Tüm ümitlerimi defalarca yitirmişken, artık kafama
kazınmıştı, olmuyordu. Bir gelecekten bahsetmiyordum, olmuyordu, anlamıyordun.
Anlayıp da anlamazlıktan gelmiyordun. Kafan basmıyordu, kalbini aldırmış
gibiydin. Bana başka çare bırakmamıştın.
----
Şimdi evdeyim. Kanepenin altından eşyalarını çıkarttım.
Unuttuğun diş fırçanı ve birkaç ıvır-zıvır eşyanı da buna koydum.
Bir çift ayakkabın vardı kutusunda, onları da aldım.
Vücudunun her detayı gibi ayaklarını da hatırladım. Biraz büyük müydü?
Senin “bendeki eşyaların” bunlar mıydı sadece? Düşündüm…
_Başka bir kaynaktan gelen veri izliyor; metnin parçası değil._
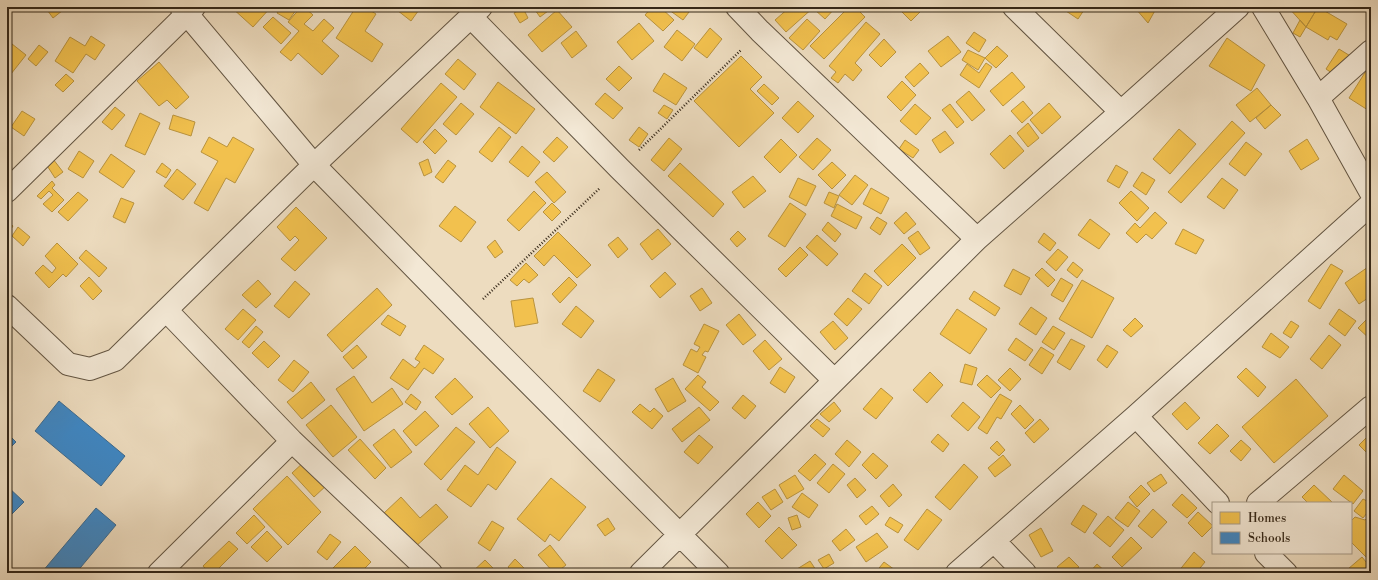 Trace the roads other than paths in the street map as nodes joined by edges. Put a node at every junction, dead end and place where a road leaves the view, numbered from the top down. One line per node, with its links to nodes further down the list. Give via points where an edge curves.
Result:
1 (737, 7): 14 (street)
2 (1014, 7): 9 (street)
3 (1238, 7): 9 (street)
4 (1263, 7): 8 (street)
5 (187, 9): 10 (street); 11 (street)
6 (476, 12): 10 (street); 17 (street, via 620,169)
7 (1371, 51): 8 (street)
8 (1318, 98): 12 (street)
9 (1121, 112): 14 (street)
10 (314, 165): 16 (street); 23 (street)
11 (7, 191)
12 (1371, 192)
13 (1371, 204): 19 (street)
14 (977, 239): 17 (street)
15 (7, 306): 16 (street, via 68,364 90,369 115,360)
16 (166, 310): 20 (street)
17 (834, 380): 23 (street)
18 (1371, 407): 22 (street)
19 (1136, 416): 21 (street); 24 (street)
20 (292, 441): 26 (street); 27 (street)
21 (1217, 502)
22 (1259, 502)
23 (679, 534): 28 (street); 29 (street)
24 (994, 540): 30 (street); 31 (street)
25 (1267, 554): 32 (street)
26 (164, 571)
27 (431, 573)
28 (641, 573)
29 (718, 573)
30 (957, 573)
31 (1026, 573)
32 (1286, 573)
Daha fazla bir şeyler olmalıydı... Sabah yediğim yumurtanın kabuğunu hala
atmamıştım. Hani ben sana yumurta soyan tek erkektim ya? Sen bunu çok
büyütmüştün (senin duygusuzluğundaki birisi ne kadar büyütürse artık), ben ise
sevgimi kattığımı söylemiştin (sen orasında değildin belki de?). Bu kabuklar da
senindi. Canını acıtmak mı istiyordum bilmem. Bütün bunların soğuk sabah
rüzgarı gibi yüzüne vurmasını istiyordum (bundan da hoşlanırdın evet)
Ve istiyordum her şeyin başladığı ilk zamanlardan kalan üç
beş hatıramızdan birini, kayda aldığımız fotoğraf röportajını da iade
etmeliydim. Çay bardağı ve insan sesleri arasından seçiliyor tatlı sesin (hala
tatlı diyebiliyorum).
Sen: Hadi başla, başla
Ben: Hımm, peki bu yola girerken, dönüşün çok zor olacağını düşündün mü?
Sen: Düşünmedim açıkçası, genelde duygularımla karar veriyorum. Yine öyle oldu. Beni nelerin beklediğini bilmemek beni heyecanlandırır her zaman.
Kahkahalar vs… (beni devam etmem için zorluyorsun bu arada)
Ben: Genel olarak hayata bakış açın bu şekilde mi? Her zaman maceraya var mısın?
Sen: Varım!
Ben: Hımm, peki bu yola girerken, dönüşün çok zor olacağını düşündün mü?
Sen: Düşünmedim açıkçası, genelde duygularımla karar veriyorum. Yine öyle oldu. Beni nelerin beklediğini bilmemek beni heyecanlandırır her zaman.
Kahkahalar vs… (beni devam etmem için zorluyorsun bu arada)
Ben: Genel olarak hayata bakış açın bu şekilde mi? Her zaman maceraya var mısın?
Sen: Varım!
……
Böyle devam ediyordu. Macera? Sen? Bir terslik olduğunu
anlamalıydım?
Her neyse, bir cd buldum ve bu röportaj kaydını cd’ye kopyaladım.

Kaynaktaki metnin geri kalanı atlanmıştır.